WriteBytes does not return how many bytes were not written
danielgruber opened this issue · 4 comments
Hello,
At the moment we encountered that writeBytes does not return how many bytes were written. For a CTS / RTS flow, this is absolutly necessary. Is there a reason why this is not needed / or how we use this library correctly with hardware CTS / RTS without losing data in the middle?
Thanks a lot!
Best
Daniel
Hi,
I don't believe this is possible currently. To support this without breaking backwards compatibility, a new function (e.g. write(bytes[])
) would have to be written and the old boolean functions would have to be update to check the return length.
This would require Windows and Unix C++ code to be updated to return jint
and the current functions would be wrapped to still return a boolean.

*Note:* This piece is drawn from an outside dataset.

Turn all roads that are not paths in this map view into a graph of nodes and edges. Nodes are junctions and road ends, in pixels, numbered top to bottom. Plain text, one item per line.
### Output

Disclaimer, this library is mostly in maintenance mode, so any features would have to be authored by the vested/interested parties.
Relevant functions:
Unix:
jssc/src/main/cpp/_nix_based/jssc.cpp
Lines 528 to 535 in 6886b44
Windows:
jssc/src/main/cpp/windows/jssc.cpp
Lines 234 to 257 in 6886b44
Hi @tresf,
Thanks for your update! I’m happy to implement the changes, still I would first want to know if there was a reason behind it not to implement it like this from the beginning?
So is this at all possible with the C stack being used? Or do I have to try?
Thanks!
Best
Daniel
I would first want to know if there was a reason behind it not to implement it like this from the beginning?

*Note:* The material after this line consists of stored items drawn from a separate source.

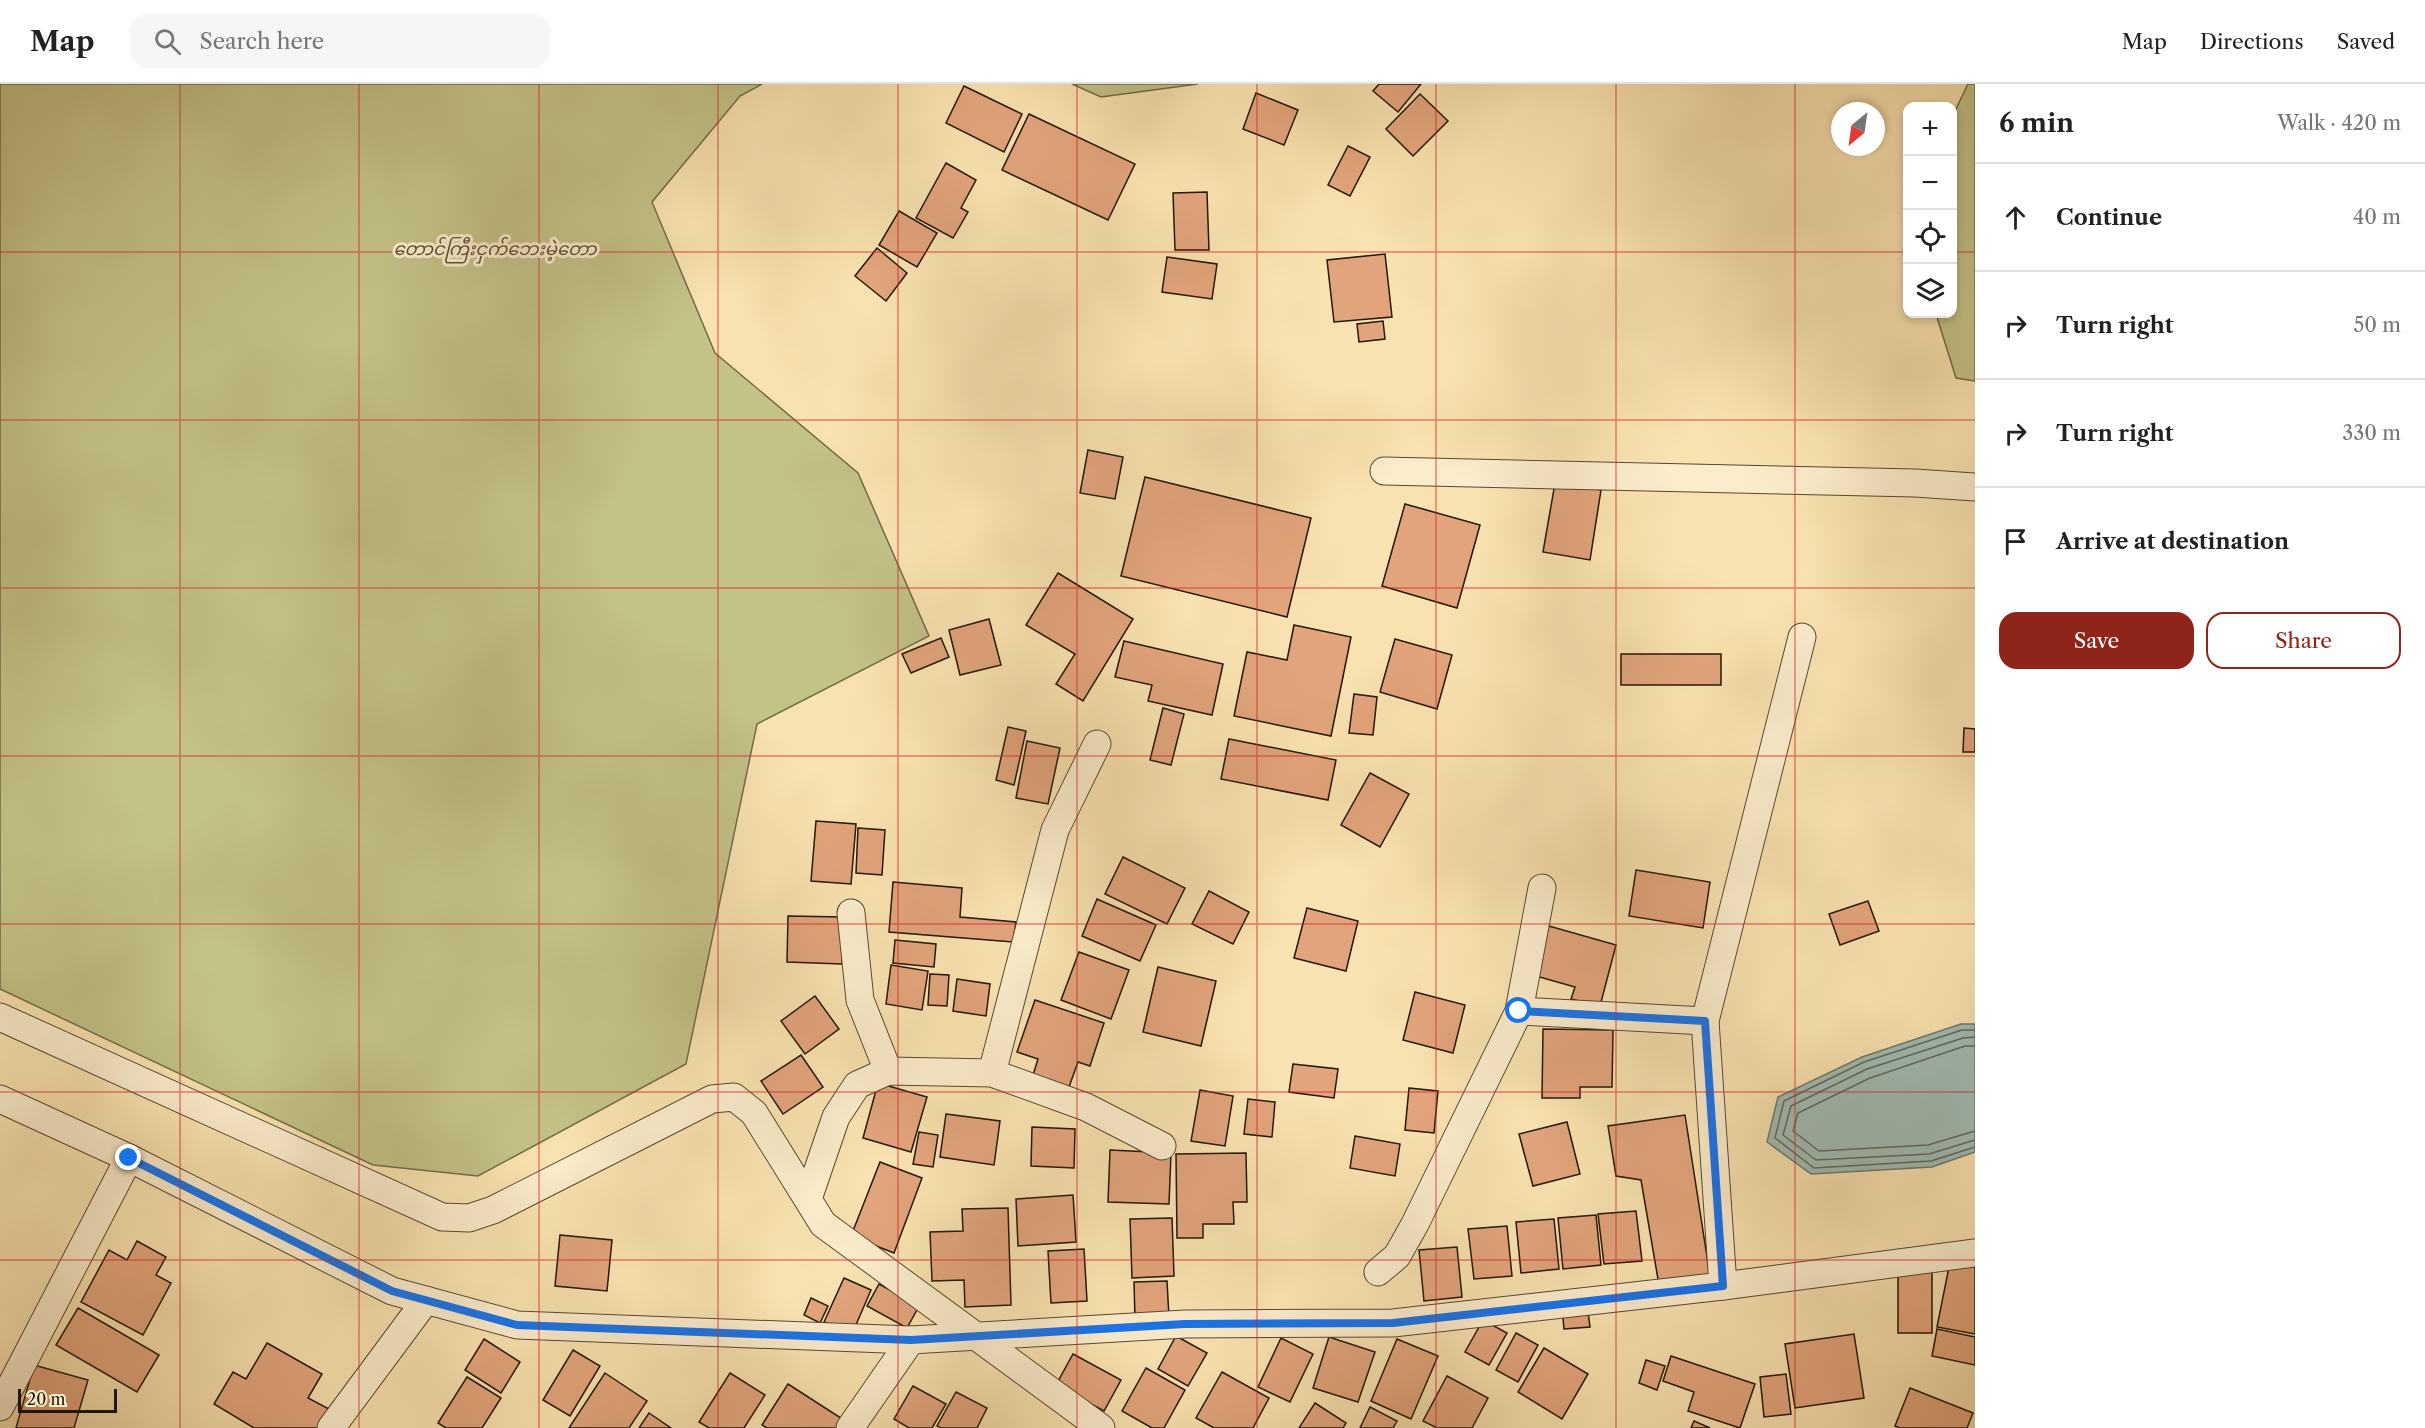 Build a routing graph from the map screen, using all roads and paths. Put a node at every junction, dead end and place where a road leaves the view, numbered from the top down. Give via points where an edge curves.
1 (1384, 471) dead end
2 (1975, 487) edge
3 (1802, 637) dead end
4 (1097, 744) dead end
5 (1542, 888) dead end
6 (851, 913) dead end
7 (1519, 1011) junction
8 (0, 1017) edge
9 (1705, 1021) junction
10 (888, 1071) junction
11 (992, 1073) junction
12 (0, 1099) edge
13 (1162, 1146) dead end
14 (129, 1158) junction
15 (808, 1198) junction
16 (1975, 1253) edge
17 (1378, 1272) dead end
18 (1723, 1286) junction
19 (426, 1300) junction
20 (976, 1336) junction
21 (911, 1340) junction
22 (0, 1407) edge
23 (1097, 1426) edge
24 (331, 1428) edge
25 (850, 1428) edge

1 - 2 street
3 - 9 street
4 - 11 street via 1056,830
5 - 7 street
6 - 10 street via 860,1000
7 - 9 street
7 - 17 street via 1415,1224 1396,1256
8 - 15 street via 442,1217 469,1218 493,1210 712,1099 734,1097 754,1113
9 - 18 street
10 - 11 street
10 - 15 street via 856,1085 836,1117
11 - 13 street via 1086,1107
12 - 14 street
14 - 19 street via 392,1291
14 - 22 street
15 - 20 street via 824,1224
16 - 18 street
18 - 20 street via 1393,1323 1185,1324
19 - 21 street via 517,1325
19 - 24 street
20 - 21 street
20 - 23 street
21 - 25 street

Hi, this project is a fork of the original from https://github.com/scream3r/java-simple-serial-connector, so the history behind this decision likely lies there.

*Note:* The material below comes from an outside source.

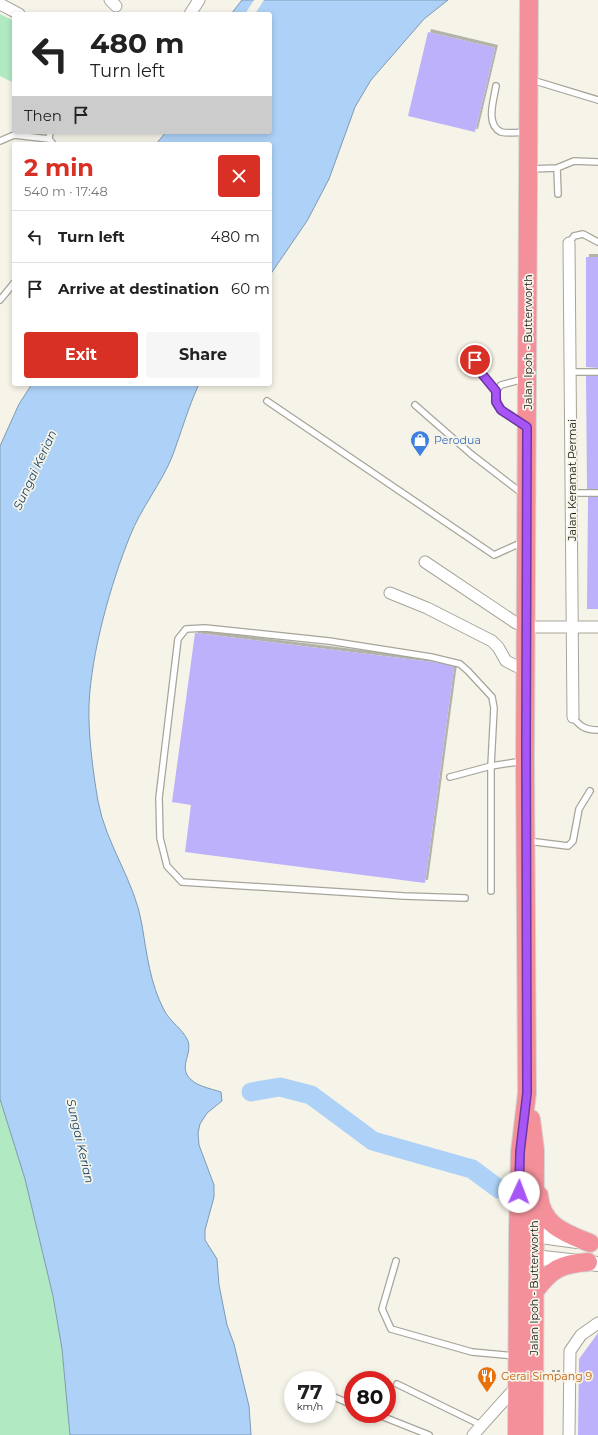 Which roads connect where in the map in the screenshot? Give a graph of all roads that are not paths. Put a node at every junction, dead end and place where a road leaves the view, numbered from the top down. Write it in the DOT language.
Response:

So is this at all possible with the C stack being used? Or do I have to try?
I think the Unix code makes it relatively easy, but I'm not sure about the win32 API. Perhaps the answer lies in GetOverlappedResult
returning a zero? I'm not very familiar with hardware flow control and only partially familiar with the C++ portions of the codebase. We do have some other volunteers here as well as a Slack channel if interested. @hiddenalpha has been very helpful with the C++ portions as well.